Diese aktuelle Perspektive betont Matthias Oldag ostentativ während des ganzen, dankenswerterweise auf zweieinhalb Stunden Spielzeit herunter gekürzten Abends. Über weite Strecken erfolgreich legt der Regisseur Machtmechanismen bloß, zeigt Rienzi als idealistischen Fanatiker, der letztlich an der eigenen Selbstherrlichkeit und Eitelkeit zugrunde geht. Überzeichnung, Stilisierung, Distanzierung sind die entscheidenden Stilmittel. Thomas Grubers schiefe Ebene mit dem blutroten Graben in der Mitte ist mit demagogischen Aussprüchen bedeckt .Rienzis Weg wird begleitet von Bild- und Schriftmaterial aus der Jetzt-Zeit: Krieg, Zerstörung, Machtmenschen. Als er an die Macht kommt, entsteht fast ein Rienzi-Kult im Volk. Man trägt goldenen Schal und ein Emblem mit einem großen „R“. Der Staatsakt im zweiten Akt gelingt als perfekte Travestie samt Streichquartett und scheinbar besinnlicher Chordarbietung: Alibi-Kultur für Machtmenschen. Den Schluss deutet Oldag um: Rienzi wird einfach wahnsinnig. Sein Gebet ist keine Äußerung irgendwelcher „Größe“ sondern Zeugnis der geistigen und seelischen Zerrüttung eines Menschen, der über sich hinausgegangen ist. Dagegen montiert Oldag geschickt das Melodram: die abgrundtiefe, jugendliche Verwirrung des adeligen Adriano, der zwischen seiner Liebe zu Rienzis Schwester Irene und der Loyalität zu seinem Rienzi bekämpfenden Vater hin- und hergerissen wird.
Die inszenatorische Methode funktioniert fast durchgehend. Die deutlich akzentuierten, manchmal mit treffendem Humor versetzten theatralischen Vorgänge halten der martialischen Musik stand.

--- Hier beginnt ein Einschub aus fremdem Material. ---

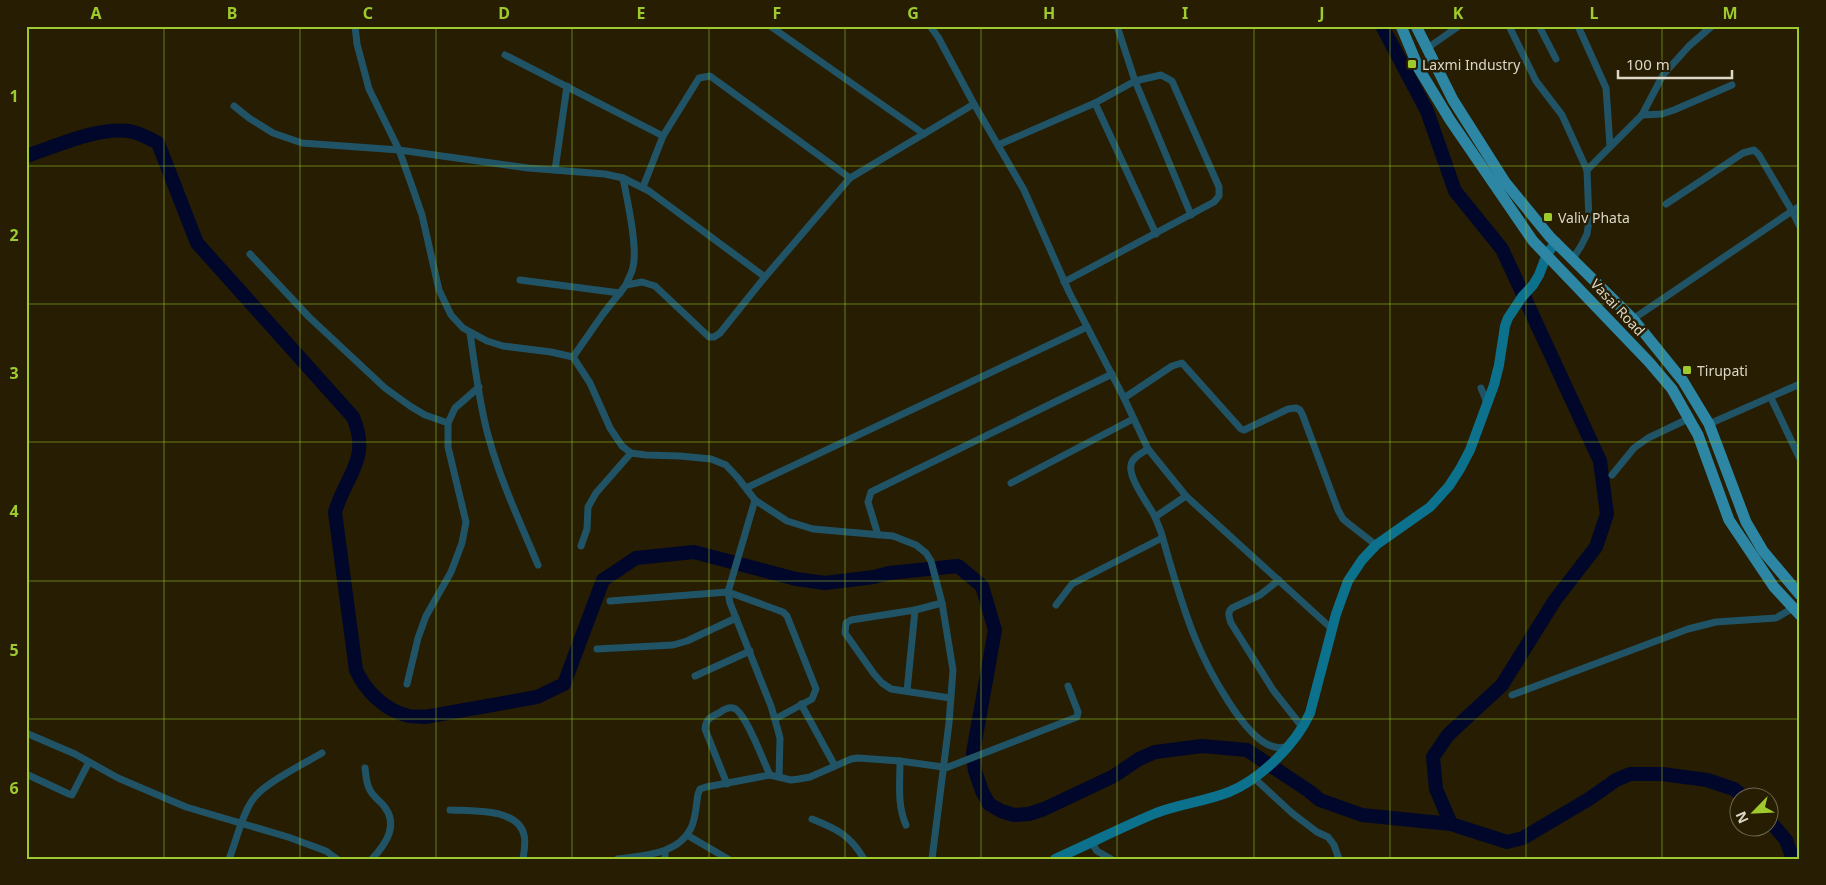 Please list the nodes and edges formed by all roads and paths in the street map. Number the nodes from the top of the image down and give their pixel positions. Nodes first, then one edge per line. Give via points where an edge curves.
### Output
1 (355, 26) edge
2 (770, 26) edge
3 (930, 26) edge
4 (1117, 26) edge
5 (1401, 26) edge
6 (1416, 26) edge
7 (1458, 26) edge
8 (1509, 26) edge
9 (1540, 26) edge
10 (1578, 26) edge
11 (1712, 26) edge
12 (1426, 49) junction
13 (505, 55) dead end
14 (1556, 59) dead end
15 (1134, 82) junction
16 (1732, 85) dead end
17 (567, 86) junction
18 (1095, 103) junction
19 (974, 104) junction
20 (234, 106) dead end
21 (1642, 115) junction
22 (924, 134) junction
23 (664, 136) junction
24 (998, 145) junction
25 (1610, 146) junction
26 (399, 150) junction
27 (555, 170) junction
28 (1587, 170) junction
29 (624, 178) junction
30 (850, 178) junction
31 (643, 187) junction
32 (1666, 204) dead end
33 (1800, 206) edge
34 (1792, 211) junction
35 (1190, 215) junction
36 (1800, 227) edge
37 (1156, 234) junction
38 (1556, 242) junction
39 (250, 254) dead end
40 (1547, 254) junction
41 (1572, 260) junction
42 (765, 277) junction
43 (520, 280) dead end
44 (1064, 282) junction
45 (626, 285) junction
46 (620, 293) junction
47 (1633, 319) junction
48 (1087, 327) junction
49 (470, 333) junction
50 (573, 358) junction
51 (1112, 374) junction
52 (1800, 384) edge
53 (479, 387) junction
54 (1481, 388) dead end
55 (1124, 398) junction
56 (1771, 398) junction
57 (1487, 403) junction
58 (1690, 418) junction
59 (1133, 419) junction
60 (448, 423) junction
61 (1709, 424) junction
62 (1148, 449) junction
63 (631, 452) junction
64 (1800, 459) edge
65 (1612, 474) dead end
66 (1011, 483) dead end
67 (746, 488) junction
68 (1186, 496) junction
69 (755, 500) junction
70 (1155, 517) junction
71 (878, 535) junction
72 (1162, 538) junction
73 (1376, 545) junction
74 (581, 546) dead end
75 (538, 565) dead end
76 (1279, 580) junction
77 (1797, 588) edge
78 (728, 592) junction
79 (610, 601) dead end
80 (942, 603) junction
81 (1056, 605) dead end
82 (915, 610) junction
83 (1797, 612) edge
84 (736, 618) junction
85 (1332, 628) junction
86 (597, 649) dead end
87 (750, 652) junction
88 (695, 676) dead end
89 (407, 684) dead end
90 (1068, 686) dead end
91 (907, 692) junction
92 (1512, 695) dead end
93 (950, 698) junction
94 (802, 704) junction
95 (775, 719) junction
96 (1303, 728) junction
97 (26, 733) edge
98 (1286, 749) junction
99 (322, 753) dead end
100 (900, 761) junction
101 (89, 762) junction
102 (835, 766) junction
103 (365, 768) dead end
104 (943, 768) junction
105 (26, 774) edge
106 (770, 775) junction
107 (779, 777) junction
108 (1255, 777) junction
109 (727, 784) junction
110 (450, 810) dead end
111 (812, 819) dead end
112 (242, 824) junction
113 (906, 825) dead end
114 (687, 835) junction
115 (1091, 842) junction
116 (665, 855) edge
117 (229, 859) edge
118 (337, 859) edge
119 (372, 859) edge
120 (523, 859) edge
121 (618, 859) edge
122 (728, 859) edge
123 (864, 859) edge
124 (932, 859) edge
125 (1055, 859) edge
126 (1111, 859) edge
127 (1339, 859) edge

1 - 26 street via 369,89
2 - 22 street
3 - 19 street
4 - 15 street
5 - 40 main road, Vasai Road via 1419,69 1450,120 1533,241
6 - 12 main road, Vasai Road
7 - 12 street
8 - 28 street via 1536,80 1562,115
9 - 14 street
10 - 25 street via 1606,88
11 - 21 street via 1663,75
12 - 38 main road, Vasai Road via 1453,100 1505,182
13 - 17 street
15 - 18 street
15 - 35 street
15 - 35 street via 1161,75 1172,81 1219,188 1219,196 1214,202
16 - 21 street via 1674,110
17 - 23 street
17 - 27 street
18 - 24 street
18 - 37 street
19 - 22 street
19 - 24 street
20 - 26 street via 272,132 302,143
21 - 25 street
22 - 30 street
23 - 30 street via 699,78 710,76
23 - 31 street
24 - 44 street via 1024,190
25 - 28 street
26 - 27 street
26 - 49 street via 422,215 439,290 450,315
27 - 29 street
28 - 41 street via 1587,234
29 - 31 street
29 - 45 street via 634,266
30 - 42 street
31 - 42 street
32 - 34 street via 1743,153 1754,150
33 - 34 street
34 - 36 street
34 - 47 street
35 - 37 street
37 - 44 street
38 - 40 street
38 - 41 main road, Vasai Road
39 - 60 street via 309,317 385,388 425,415
40 - 57 street via 1533,285 1508,318 1499,366
40 - 58 main road, Vasai Road via 1649,362 1672,389
41 - 47 main road, Vasai Road
42 - 45 street via 714,337 704,334 655,286 642,282
43 - 46 street
44 - 48 street
45 - 46 street
46 - 50 street
47 - 61 main road, Vasai Road via 1683,380
48 - 51 street
48 - 67 street
49 - 50 street via 503,346
49 - 53 street
50 - 63 street via 590,383 610,428 622,446
51 - 55 street
51 - 71 street via 871,492 868,502
52 - 56 street
53 - 60 street via 455,408
53 - 75 street via 494,457
54 - 57 street
55 - 59 street
55 - 73 street via 1172,366 1182,363 1241,429 1288,409 1300,410 1338,510
56 - 61 street
56 - 64 street
57 - 73 street via 1470,450 1449,486 1430,507
58 - 65 street via 1634,448
58 - 83 main road, Vasai Road via 1729,520 1774,586
59 - 62 street
59 - 66 street
60 - 89 street via 448,447 466,522 452,572 426,616
61 - 77 main road, Vasai Road via 1746,522 1763,551
62 - 68 street
62 - 70 street via 1131,462 1130,467 1136,485
63 - 67 street via 646,456 711,459 726,465
63 - 74 street via 588,507
67 - 69 street
68 - 70 street
68 - 76 street
69 - 71 street via 787,521 813,530
69 - 78 street
70 - 72 street
71 - 80 street via 892,536 916,545 926,553
72 - 81 street via 1072,584
72 - 98 street via 1195,638 1236,715 1259,739
73 - 85 street via 1348,581
76 - 85 street
76 - 96 street via 1260,595 1232,608 1228,614 1272,690
78 - 79 street
78 - 84 street
78 - 94 street via 775,608 788,616 816,689 812,698
80 - 82 street
80 - 93 street via 952,670
82 - 91 street
82 - 91 street via 851,620 845,627 845,633 882,683 891,689
83 - 92 street via 1776,618 1716,622 1688,628
84 - 86 street via 673,645
84 - 87 street
85 - 96 street
87 - 88 street
87 - 95 street
90 - 104 street via 1077,717
91 - 93 street
93 - 104 street
94 - 95 street
94 - 102 street
95 - 107 street via 780,738
96 - 98 street
97 - 101 street
98 - 108 street
99 - 112 street via 254,797
100 - 102 street via 858,758
100 - 104 street
100 - 113 street via 901,814
101 - 105 street via 72,795
101 - 112 street via 186,808
102 - 107 street via 810,777 791,780
103 - 119 street via 369,788 386,808 392,821 386,840
104 - 124 street
106 - 107 street
106 - 109 street
106 - 109 street via 740,711 729,708 706,722
108 - 115 street via 1229,792 1158,812
108 - 127 street via 1292,813 1328,837
109 - 114 street via 700,789
110 - 120 street via 501,813 519,824 524,835
111 - 123 street via 853,841
112 - 117 street
112 - 118 street via 288,837 326,851
114 - 116 street
114 - 122 street
115 - 125 street
115 - 126 street via 1097,851
116 - 121 street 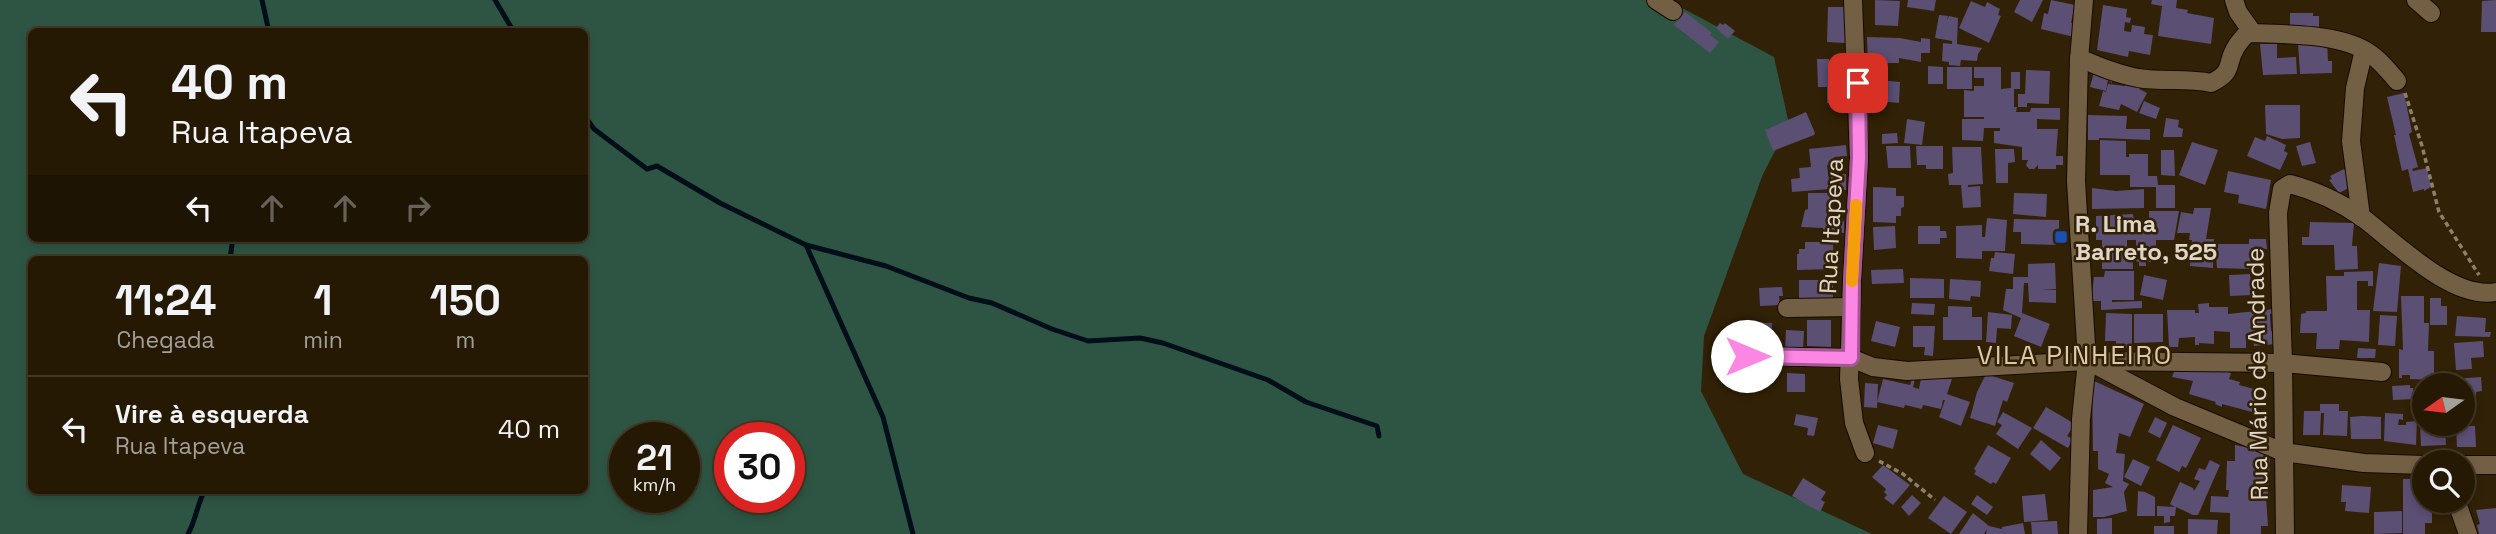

Mihkel Kütson und die Niederrheinischen Sinfoniker leisten Fantastisches. Sie beginnen mit einer mutwillig zerrupften, von jeder Wunschkonzertherrlichkeit entfernten Ouvertüre. Beunruhigende Unterstimmen dringen wie Nebel durch Ritzen und pflanzen sich fort, treiben manchmal sogar einen kleinen Widerhaken in den unerbittlichen dramatischen Drive. Kütson weckt Interesse für den melodischen Reichtum der Partitur und versucht auch im rauschhaftesten Strahlen die Architektur des Klanges vorzuzeigen. Dazu kommt der von Maria Benyumova grandios einstudierte Chor, der einem zwar gelegentlich, zumal im Schlussbild, wo er durch den Zuschauerraum auftritt, die Trommelfelle wegbrüllt, dabei aber immer musikalisch differenziert und artikulatorisch sauber gestaltet. Walter Planté, Thomas Peter und Matthias Wippich sind tadellos in den kleinen Rollen, spielen kompetent, haben aber von Wagner nicht eben viele Ausdrucksmöglichkeiten mitbekommen. Als Häupter der Adelspartei profilieren sich der mürrische Hayk Dèinian und Andrew Nolen als herrlich überzogener Mafioso-Strizzi, der seine Orden wie Modeschmuck spazieren führt. Die junge Anne Preuß singt die Irene rollendeckend mit angenehm leuchtendem Sopran, der in der Höhe unter Druck ein wenig schrill wird. Adriano ist Eva-Maria Günschmann, mit jugendlichem, fast keuschem Spiel und ebensolchem, oft aufblühendem, manchmal zu stark vibrierendem Mezzosopran. Carsten Süß schließlich ist ein fantastischer Darsteller - und ganz und gar kein Heldentenor. Aber er schafft die Partie mit flexiblem Charaktertenor, subtiler Textbehandlung und wenigen, stets gut fokussierten Ausbrüchen.
Der Mut des Gemeinschaftstheaters, als einzige deutsche Bühne im Wagnerjahr einen szenischen Rienzi zu wagen, hat sich auf jeden Fall gelohnt. Am Ende ist man froh, dabei gewesen zu sein – und ein wenig auch, dass es vorbei ist.